Paulo Santos Lima
Nenhum outro cineasta além de David Lynch encontrou e retrabalhou aquele que seria o grande gêiser do imaginário americano do século 20 —os anos 1950. Essencialmente, aquela foi a década que portou tudo de pior e melhor da história dos Estados Unidos.
A bomba H, o expansionismo global, a caça às bruxas do macarthismo e o alienante sonho americano impondo o atraso espiritual do país.
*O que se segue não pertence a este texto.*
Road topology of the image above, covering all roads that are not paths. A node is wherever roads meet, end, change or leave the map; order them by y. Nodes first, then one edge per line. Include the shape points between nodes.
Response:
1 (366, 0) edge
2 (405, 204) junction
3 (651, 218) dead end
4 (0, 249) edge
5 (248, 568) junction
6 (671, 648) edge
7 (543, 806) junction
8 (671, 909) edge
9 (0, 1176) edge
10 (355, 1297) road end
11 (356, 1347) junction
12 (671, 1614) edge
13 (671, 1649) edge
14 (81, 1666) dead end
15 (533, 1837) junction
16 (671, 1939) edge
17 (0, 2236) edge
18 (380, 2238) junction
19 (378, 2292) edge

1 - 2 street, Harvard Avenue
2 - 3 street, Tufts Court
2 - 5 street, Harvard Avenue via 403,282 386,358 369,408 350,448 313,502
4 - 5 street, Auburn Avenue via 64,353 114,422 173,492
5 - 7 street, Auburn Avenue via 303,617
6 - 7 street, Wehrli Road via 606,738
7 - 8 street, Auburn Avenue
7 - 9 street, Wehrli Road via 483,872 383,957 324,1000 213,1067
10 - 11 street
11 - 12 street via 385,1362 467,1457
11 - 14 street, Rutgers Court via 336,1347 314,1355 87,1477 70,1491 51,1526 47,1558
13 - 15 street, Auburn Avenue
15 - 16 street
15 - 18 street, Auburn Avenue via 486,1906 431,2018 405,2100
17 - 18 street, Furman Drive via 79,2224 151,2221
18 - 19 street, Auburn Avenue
Em contrapartida, a iluminada onda dos rebeldes sem causa questionando as instituições, a cultura beatnik, o cinema mais moderno de diretores como Nicholas Ray, a arte de Jackson Pollock, o cool jazz de Miles Davis e o rock’n’roll de Little Richard compondo, juntos, uma frente que germinaria a contracultura nos anos 1960.
Esse “american dream” que, nos anos 1980, ecoava saudosista na era Reagan seria revirado do avesso por David Lynch a partir de “Veludo Azul”, de 1986. A fábula do mundo perfeito encapsulado numa pequena cidade na América profunda, com suas ruas, casas e jardins floridos, era desmontada por uma orelha decepada tomada por formigas.
David Lynch fará, desde sempre, uma releitura crítica e anárquica desses itens lapidares do imaginário cultural americano. Sua trajetória será o encontro com a Hollywood profunda —a da catarse e espetáculo, e também do pesadelo, da fantasmagoria dos astros e estrelas se transformando em metafísica tal as projeções na tela de cinema.
Sua obra foi avançando para um surrealismo que tricotaria numa mesma tapeçaria os filmes policiais, os fantásticos, os de terror e o melodrama. “Coração Selvagem”, de 1990, tem algo de “O Mágico de Oz” junto com Nicolas Cage fazendo o rebelde sem causa com uma jaqueta de pele de cobra tal a de Marlon Brando em “Vidas em Fuga”, de 1960. A cinefilia e discurso cinematográfico gerando uma nova percepção.
A temporada 1990 da lendária “Twin Peaks” seria a primeira das obras-primas que Lynch faria. A transgressão era tão evidente quanto sedutora, pois Lynch faria desse drama de mistério típico dos produtos televisivos uma obra experimental onde tempo e espaço têm uma lógica própria.
“Estrada Perdida”, de 1997, era uma imersão mais incisiva no tema Hollywood. Lynch dialoga com “A Morte Num Beijo”, de 1955, filme noir de Robert Aldrich que conversava com o cinema físico e também com a ficção científica e o apocalipse nuclear.
E um filme pós-moderno por excelência, e também analítico. A narrativa começava bem anos 1990, cheia de afetações visuais e lógicas cifradas. O longa então recorre à tradição do cinema americano dos anos dourados —o filme noir, a “femme fatale”, o gângster, o rebelde sem causa, as autoestradas— para assim recuperar uma narrativa à antiga. Mas esta vai descarrilando de volta para o surrealismo pós-moderno.
Sua obra-prima cinematográfica, “Cidade dos Sonhos”, de 2001, porta citações mais claras, das perigosas curvas da Mulholland Drive a uma personagem ser uma Rita Hayworth “fake”, além de cowboy e gângsteres como os homens do dinheiro em Hollywood.
Entusiasta dos efeitos da luz, Lynch a usa aqui para fazer uma Los Angeles que emana fascínio e fusco letal. A cena final, belíssima e bastante teatral, traz Laura Palmer e outras mulheres, como se o diretor quisesse resgatá-las da farsa de Hollywood.
Não é por menos que Lynch adotaria o “low definition” da câmera caseira para comentar sobre a essência ordinária e monetarista de Hollywood em “Império dos Sonhos”, de 2006. Um pesadelo, senão uma Sodoma e Gomorra.
Sua obra máxima, “Twin Peaks: O Retorno”, de 2017, dialogaria com os Estados Unidos do século 21 e ironizaria a fria e opressiva tecnologia. E não sem deixar de ir aos seus antecedentes —o oitavo episódio da série mergulha literalmente no cogumelo de uma bomba nuclear que portava todo tipo de mal.
Lynch não abandonaria seus interesses. A série traria a vasta biblioteca que é o cinema de Hollywood. Uma releitura de Brando, um jovem casal enamorado, o bem e o mal encarnado num mesmo ator —justamente o Dale Cooper feito por Kyle MacLachlan—, as lanchonetes, a típica cidade montesina, os amores e os pecados.
A obra que David Lynch nos deixou nos abriu para um outro modo de perceber o estado do mundo. Um sentimento mesmo. No mais, a música a entoar essa partida inesperada desse artista gênio pode ser encontrada em um vídeo no YouTube com Angelo Badalamenti, falando sobre a criação do tema para Laura Palma. Uma música que abriga emoção, dor e maravilhamento.